## EXERCISE DATA
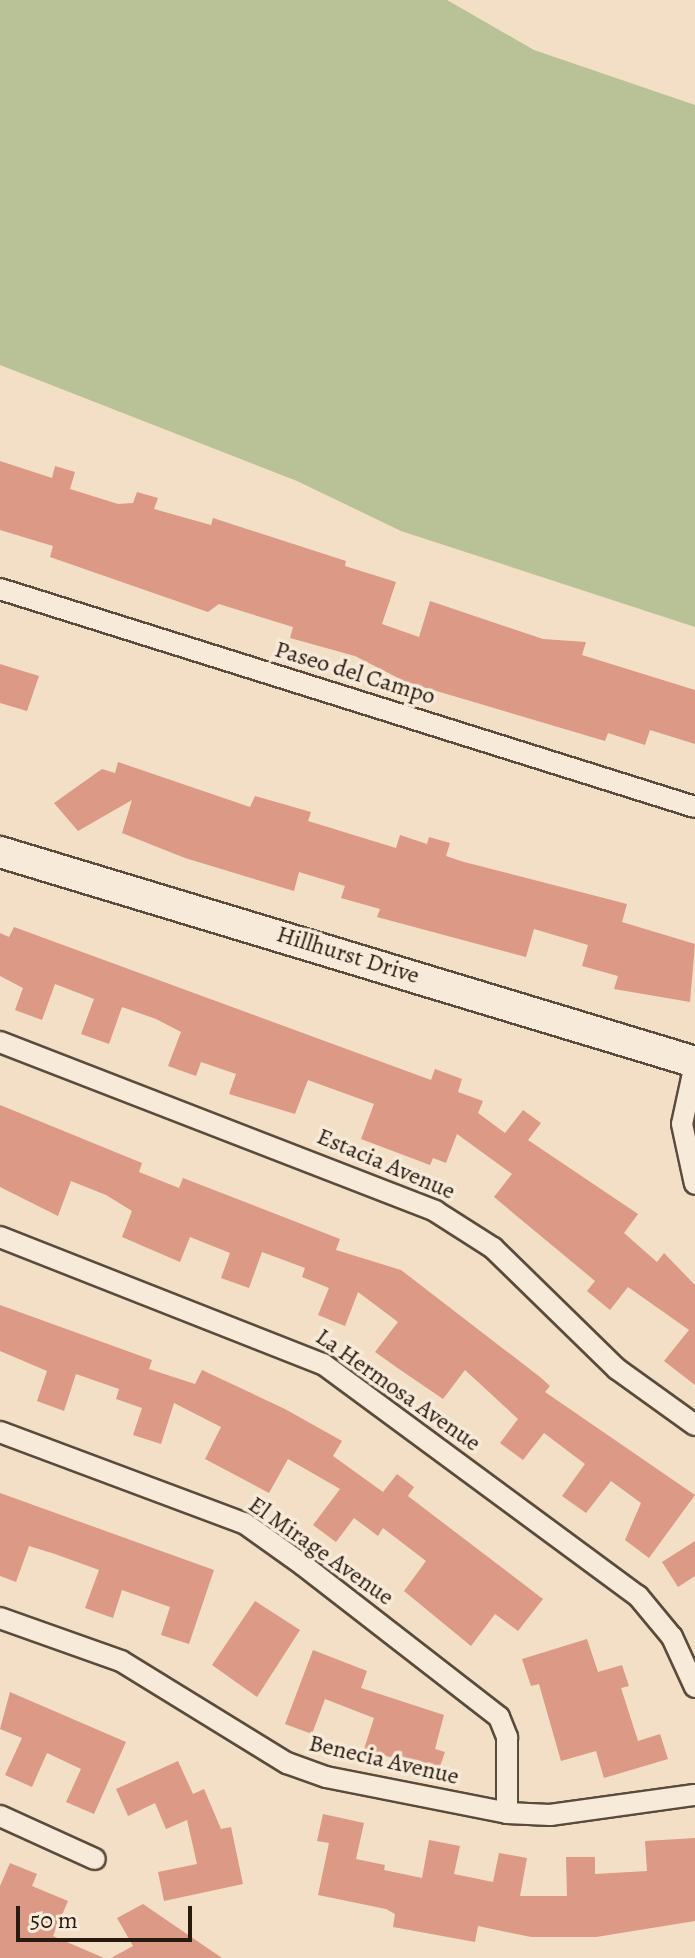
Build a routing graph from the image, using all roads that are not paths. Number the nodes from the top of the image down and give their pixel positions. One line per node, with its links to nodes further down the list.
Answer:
1 (0, 589): 2 (street, Paseo del Campo)
2 (695, 807)
3 (0, 852): 5 (street, Hillhurst Drive)
4 (0, 1042): 8 (street, Estacia Avenue)
5 (695, 1063): 6 (street)
6 (695, 1184)
7 (0, 1237): 11 (street, La Hermosa Avenue)
8 (695, 1425)
9 (0, 1432): 13 (street, El Mirage Avenue)
10 (0, 1618): 13 (street, Benecia Avenue)
11 (695, 1687)
12 (695, 1795): 13 (street, Benecia Avenue)
13 (507, 1813)
14 (0, 1816): 15 (street)
15 (95, 1859)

## EXERCISE OBJECTIVE
Each entry above should be printed exactly, and any picture in it left out.

## SOLUTION FOR THIS TASK
Build a routing graph from the image, using all roads that are not paths. Number the nodes from the top of the image down and give their pixel positions. One line per node, with its links to nodes further down the list.
Answer:
1 (0, 589): 2 (street, Paseo del Campo)
2 (695, 807)
3 (0, 852): 5 (street, Hillhurst Drive)
4 (0, 1042): 8 (street, Estacia Avenue)
5 (695, 1063): 6 (street)
6 (695, 1184)
7 (0, 1237): 11 (street, La Hermosa Avenue)
8 (695, 1425)
9 (0, 1432): 13 (street, El Mirage Avenue)
10 (0, 1618): 13 (street, Benecia Avenue)
11 (695, 1687)
12 (695, 1795): 13 (street, Benecia Avenue)
13 (507, 1813)
14 (0, 1816): 15 (street)
15 (95, 1859)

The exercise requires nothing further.